Quanto all’amore, è transitorio per natura. La nostra, però, non la sua. Siamo volubili. E un po’ troppo superficiali. E confondiamo quasi sempre amare con possedere. Io lo vedo più blu che rosso. Più struggimento che gioia, intendo. Credo che ci inganni il fatto che, per definirlo, abbiamo una parola sola. Greci e latini ne avevano molte di più. Una grande ricchezza persa per strada. Non crede anche lei che questo impoverimento del linguaggio denunci un certo squilibrio di valori? Viviamo qualcosa che conosciamo e capiamo pochissimo. E, così, la parola amore finisce coll’assomigliare a uno di quei bauli che gli attori usano per portare in tournée, e talvolta persino sul palco, i propri abiti di scena. Una sorta di medley di passioni molto dissimili, spesso contrastanti e quasi sempre laceranti. Non c’è una via facile per cantare l’amore. Cerchiamo di avvicinarci per approssimazioni successive, senza mai arrivare a coglierne davvero il senso. E il suo cuore più nascosto.
Forse questo impoverimento linguistico denuncia semplicemente una pigrizia, una tendenza ad appiattire ciò che è troppo complesso e non si vuole o non si hanno gli strumenti per spiegare. Per esempio, lei è un cantautore di grande successo, ma a volte trovo venga equivocato. Chi non ha approfondito la sua poetica la racconta in una maniera diversa, spesso opposta a quello che in effetti è, quasi sempre semplificata. Ha mai sofferto di essere a volte appiattito ad un cliché?
Penso che qualsiasi autore, prima o poi, soffra il fatto di essere non capito o venire equivocato, scambiato per qualcun altro, analizzato poco, male o in maniera non esauriente. Semplificazioni e generalizzazioni accadono in qualsiasi ambito e feriscono qualunque storia, e il fatto di essere riconosciuti o riconoscibili solamente e parzialmente per qualcosa o per sentito dire è, certamente, una sofferenza. I cliché appiattiscono. Tutto e tutti. Oggi, che ci siamo ridotti a un vocabolario di cento parole per usarne dieci, i luoghi comuni soffocano più di ieri. C’è stato un tempo – mi riferisco, in particolare, alla seconda parte degli anni ’70 – nel quale i cliché avevano radici ideologiche. Il conflitto – duro, violento, spesso drammatico – era conflitto di culture. Si scontravano due visioni della Storia, del mondo, del futuro. Oggi mi sembra che il conflitto sia ancora più assurdo, in quanto figlio soprattutto dalla mancanza di cultura e della pretesa che le nostre convinzioni personali siano verità assolute alle quali tutti gli altri si devono uniformare. E, il più delle volte, si finisce per tracciare commenti, pareri, giudizi su persone e cose che si conoscono appena o per niente. Sugli artisti, in particolare, pesa il fatto, inevitabile, di essere oggetto di definizione. Non vorremmo mai essere finiti e definiti ma essere infiniti. E, dunque, abbiamo fastidio e insofferenza per qualsiasi didascalia che, in quanto definitiva, è un po’ come una sentenza, un epitaffio e quindi una morte.

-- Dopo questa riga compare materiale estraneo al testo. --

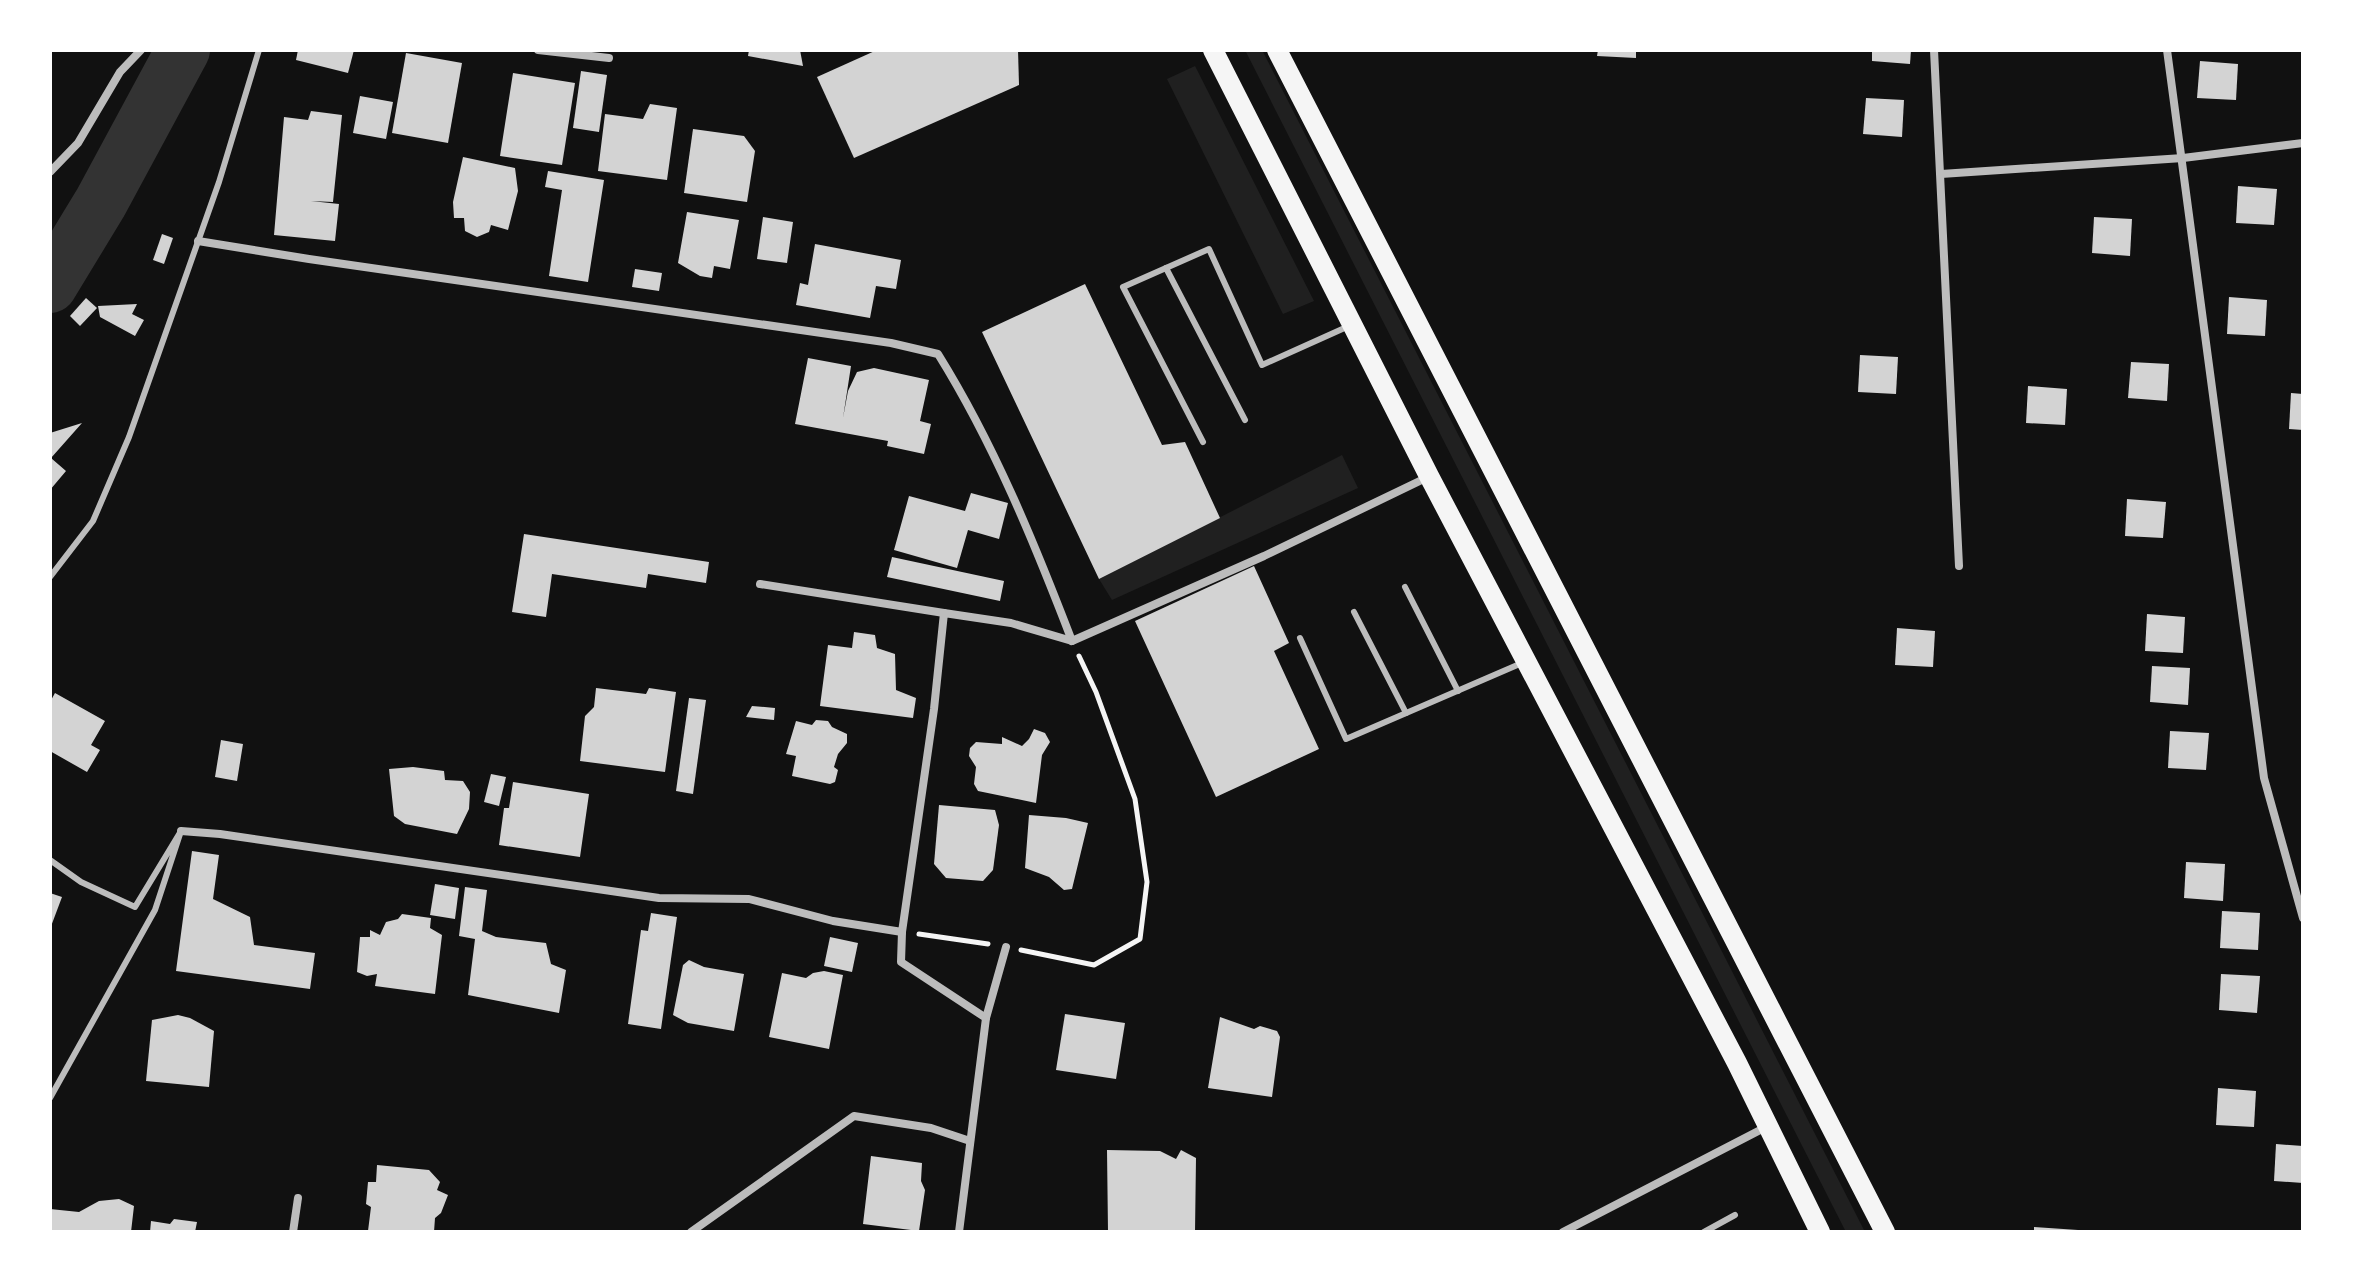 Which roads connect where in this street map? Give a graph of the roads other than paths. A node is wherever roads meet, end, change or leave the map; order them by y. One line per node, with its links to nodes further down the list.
1 (141, 50): 11 (street)
2 (259, 50): 13 (lane)
3 (538, 50): 8 (street)
4 (1213, 50): 15 (main road)
5 (1277, 50): 47 (main road)
6 (1934, 50): 12 (street)
7 (2167, 50): 10 (street)
8 (609, 58)
9 (2303, 143): 10 (street)
10 (2183, 158): 12 (street); 32 (street)
11 (50, 172)
12 (1941, 174): 19 (street)
13 (198, 241): 20 (lane); 26 (street)
14 (1166, 268): 15 (lane); 16 (lane); 17 (lane)
15 (1352, 325): 18 (main road)
16 (1245, 420)
17 (1203, 442)
18 (1429, 476): 26 (street); 27 (main road)
19 (1959, 566)
20 (50, 577)
21 (760, 584): 24 (street)
22 (1405, 587): 28 (lane)
23 (1354, 612): 29 (lane)
24 (944, 613): 26 (street); 33 (street)
25 (1300, 638): 29 (lane)
26 (1072, 641)
27 (1526, 661): 28 (lane); 37 (main road)
28 (1458, 691): 29 (lane)
29 (1406, 713)
30 (181, 831): 31 (lane); 33 (street); 36 (lane)
31 (50, 860)
32 (2303, 918)
33 (902, 932): 35 (street)
34 (1006, 947): 35 (street)
35 (986, 1018): 38 (street)
36 (50, 1098)
37 (1769, 1125): 44 (street); 46 (main road)
38 (970, 1141): 42 (street); 43 (street)
39 (298, 1198): 41 (street)
40 (1735, 1215): 45 (lane)
41 (293, 1232)
42 (691, 1232)
43 (959, 1232)
44 (1563, 1232)
45 (1704, 1232)
46 (1820, 1232)
47 (1885, 1232)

Io penso che il suo raccontare le dinamiche dei rapporti d’amore sia in realtà una scorciatoia per arrivare a raccontare la condizione di noi mortali, la solitudine dell’Uomo mentre galleggia nello spazio profondo di Gagarin, senza appigli né soprattutto la certezza di un finale lieto. Penso ad esempio a una canzone come Io non sono lì, dal suo ultimo disco In questa storia che è la mia, che racconta attraverso brevi diapositive il distacco fra due amanti e la vita percepita e immaginata dell’altra persona ormai lontana. Penso che quello che rende dolorosa la fine di un amore non sia tanto la fine in sé, quanto la consapevolezza che non abbiamo tutto il tempo del mondo per ritrovarci e stare insieme. Per me quella canzone parla anche, senza citarlo mai, del tempo che passa impietoso mentre aspettiamo certi allineamenti astrali per ritrovarci. Sono fuori strada?
È così. L’ansia, che sfocia perfino in angoscia, più che nella sospensione di una relazione amorosa e nella solitudine che ci torna accanto, come consorte di sempre, sta nel sospetto che non ci sarà un’altra occasione, mai più un nuovo appuntamento. E quasi sarebbe meglio non trovarsi mai per non perdersi poi. Molte delle cose che ho scritto, se non tutte, parlano del tempo, perché è il compagno di viaggio di tutta la vita. E anche quello che ritorna, attraverso i ricordi e i quadri del passato. E, tutto sommato, è quello che si prefigura e si paventa nelle scene dell’avvenire: un orizzonte che si accorcia ogni giorno di più. Un tempo che è così presente ma altrettanto assente; che non si riesce mai ad afferrare e non ha contabilità. Un tempo che non tornerà mai più in quel modo in cui è arrivato ed è stato. E chissà se noi saremo ancora abbastanza giovani per un altro tempo di amore, per le cose, per le persone, per noi stessi?
Questa riflessione sul tempo mi fa pensare che nelle sue canzoni io non avverto mai una comunione del tutto pacificata fra l’Uomo e la Natura. È appunto più spesso una Natura crudele che ci fa invecchiare “con una piccola busta della spesa” in mano, che ci rende coscienti della nostra soccombenza e non ci risparmia dolore e umiliazione, mentre noi cerchiamo di restare a galla strappando attimi di felicità mentre ci consumiamo come cerini. “L’unica paura del futuro è di non esserci”. Credo che questo verso sia molto eloquente.
Temo che siano l’usura dei giorni e la perenne lotteria dell’aspettativa di gioie e felicità a scoraggiarci la speranza. “L’unica paura del futuro è di non esserci” è una frase che si scrive a un certo punto della vita, in una fase anagrafica più matura. Perché misura l’ingiustizia del futuro, la non eternità dell’avvenire, il limite, la data di scadenza. E, naturalmente l’età. Una condizione che ci fa assistere allo spettacolo dell’Universo e vivere il confronto con quello che c’è intorno – tutto quello che possiamo chiamare Natura, scenario e svolgimento naturale degli eventi – a volte senza capacità, in maniera imbelle ma, soprattutto, inermi di fronte a tanto accadere; un accadere che è assolutamente superiore alle nostre forze, per quanto grandi possano essere. Ma non più grande delle nostre illusioni quando chiediamo tempo al tempo.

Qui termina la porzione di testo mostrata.